YOUR INSTRUCTIONS -> Lines in the listing below may contain the word "points". State how many do, and nothing more.

RECORD SET ->
+ + +

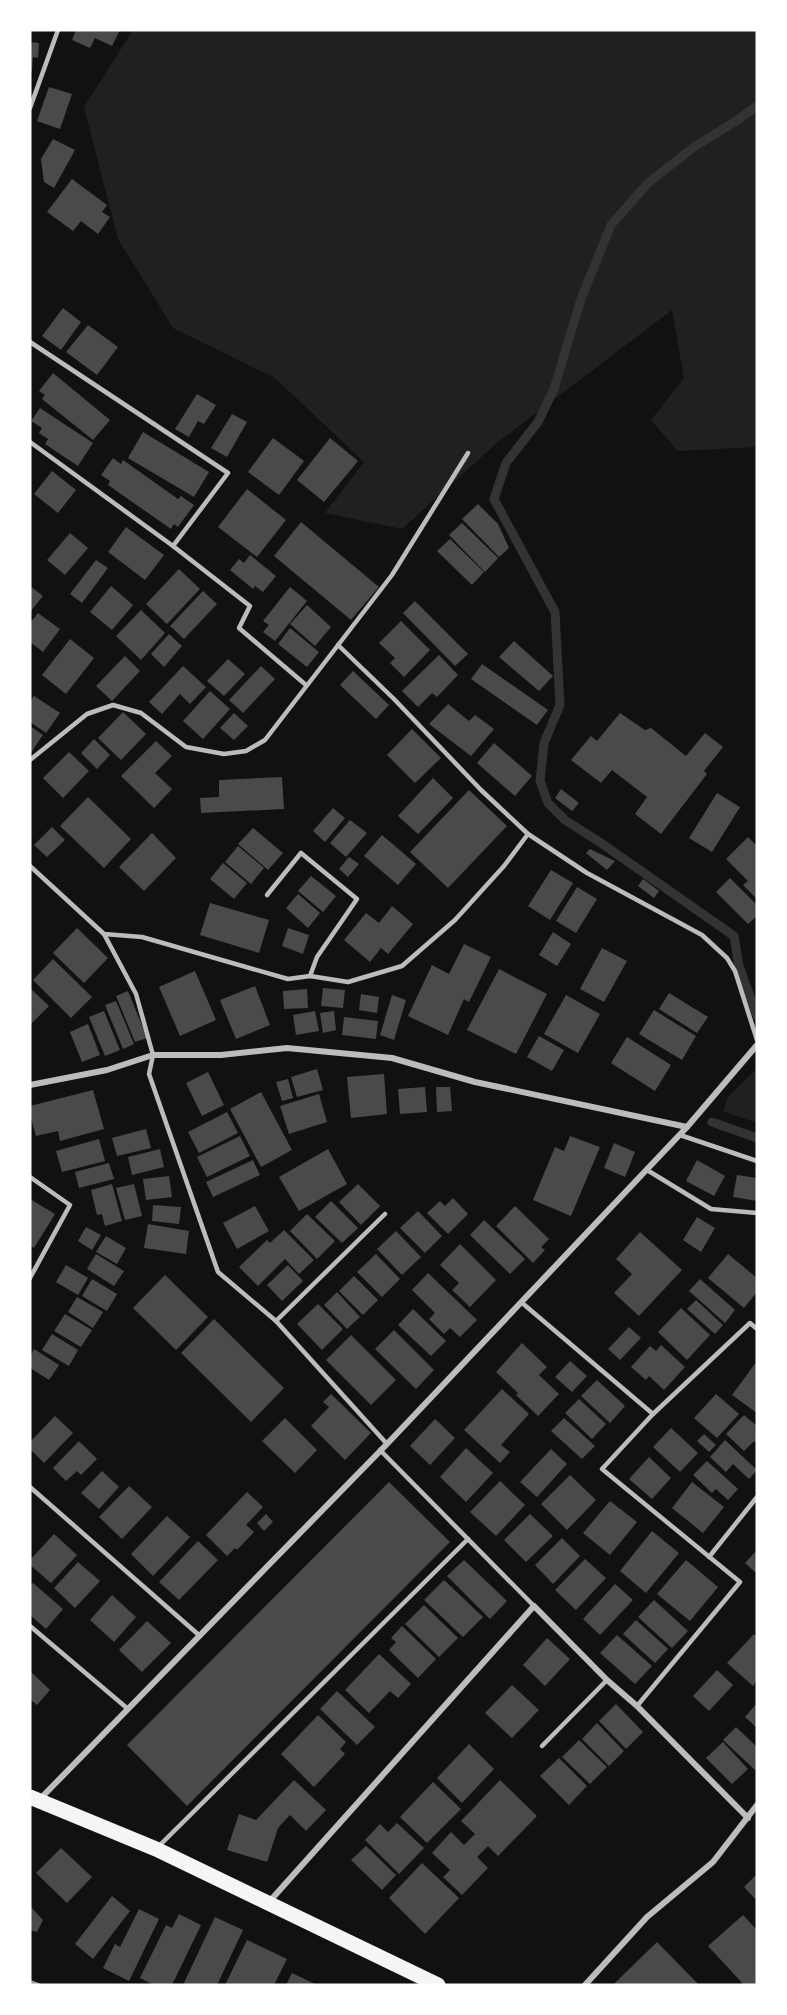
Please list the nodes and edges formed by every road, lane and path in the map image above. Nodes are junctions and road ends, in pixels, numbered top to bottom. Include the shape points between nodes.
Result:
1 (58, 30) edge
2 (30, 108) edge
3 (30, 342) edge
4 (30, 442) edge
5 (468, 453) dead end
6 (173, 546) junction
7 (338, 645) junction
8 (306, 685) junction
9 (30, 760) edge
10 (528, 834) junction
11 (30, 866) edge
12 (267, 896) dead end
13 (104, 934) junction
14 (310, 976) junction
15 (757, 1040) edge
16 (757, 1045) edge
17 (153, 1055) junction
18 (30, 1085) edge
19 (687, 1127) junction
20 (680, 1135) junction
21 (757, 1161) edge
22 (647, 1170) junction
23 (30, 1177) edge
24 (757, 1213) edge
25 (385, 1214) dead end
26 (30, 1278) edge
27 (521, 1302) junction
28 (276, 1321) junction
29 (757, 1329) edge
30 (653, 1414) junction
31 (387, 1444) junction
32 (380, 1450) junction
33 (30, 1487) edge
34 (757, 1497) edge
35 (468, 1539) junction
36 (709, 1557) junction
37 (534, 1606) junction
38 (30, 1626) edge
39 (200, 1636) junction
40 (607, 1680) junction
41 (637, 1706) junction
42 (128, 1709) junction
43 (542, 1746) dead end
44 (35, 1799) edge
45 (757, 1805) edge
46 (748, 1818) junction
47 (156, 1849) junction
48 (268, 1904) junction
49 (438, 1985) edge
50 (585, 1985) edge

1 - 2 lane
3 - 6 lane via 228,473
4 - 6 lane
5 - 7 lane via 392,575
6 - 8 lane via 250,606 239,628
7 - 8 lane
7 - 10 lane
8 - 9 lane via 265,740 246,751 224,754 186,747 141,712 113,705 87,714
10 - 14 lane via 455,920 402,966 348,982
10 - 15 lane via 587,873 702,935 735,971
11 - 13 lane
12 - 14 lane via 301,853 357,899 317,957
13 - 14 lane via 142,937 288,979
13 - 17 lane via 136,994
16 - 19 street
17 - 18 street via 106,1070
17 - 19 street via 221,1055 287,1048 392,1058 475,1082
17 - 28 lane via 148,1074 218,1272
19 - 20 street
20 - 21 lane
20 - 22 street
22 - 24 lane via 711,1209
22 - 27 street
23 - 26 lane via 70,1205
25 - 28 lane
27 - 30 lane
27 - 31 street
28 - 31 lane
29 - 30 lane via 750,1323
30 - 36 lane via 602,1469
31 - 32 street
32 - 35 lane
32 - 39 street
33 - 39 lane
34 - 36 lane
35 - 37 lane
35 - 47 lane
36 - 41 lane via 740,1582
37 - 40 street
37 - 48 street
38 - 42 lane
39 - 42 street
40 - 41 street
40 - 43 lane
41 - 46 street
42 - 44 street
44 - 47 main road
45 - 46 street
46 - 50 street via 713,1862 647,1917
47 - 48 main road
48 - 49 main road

+ + +

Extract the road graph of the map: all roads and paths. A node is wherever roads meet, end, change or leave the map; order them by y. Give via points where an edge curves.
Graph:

+ + +

ANSWER BOX -> 2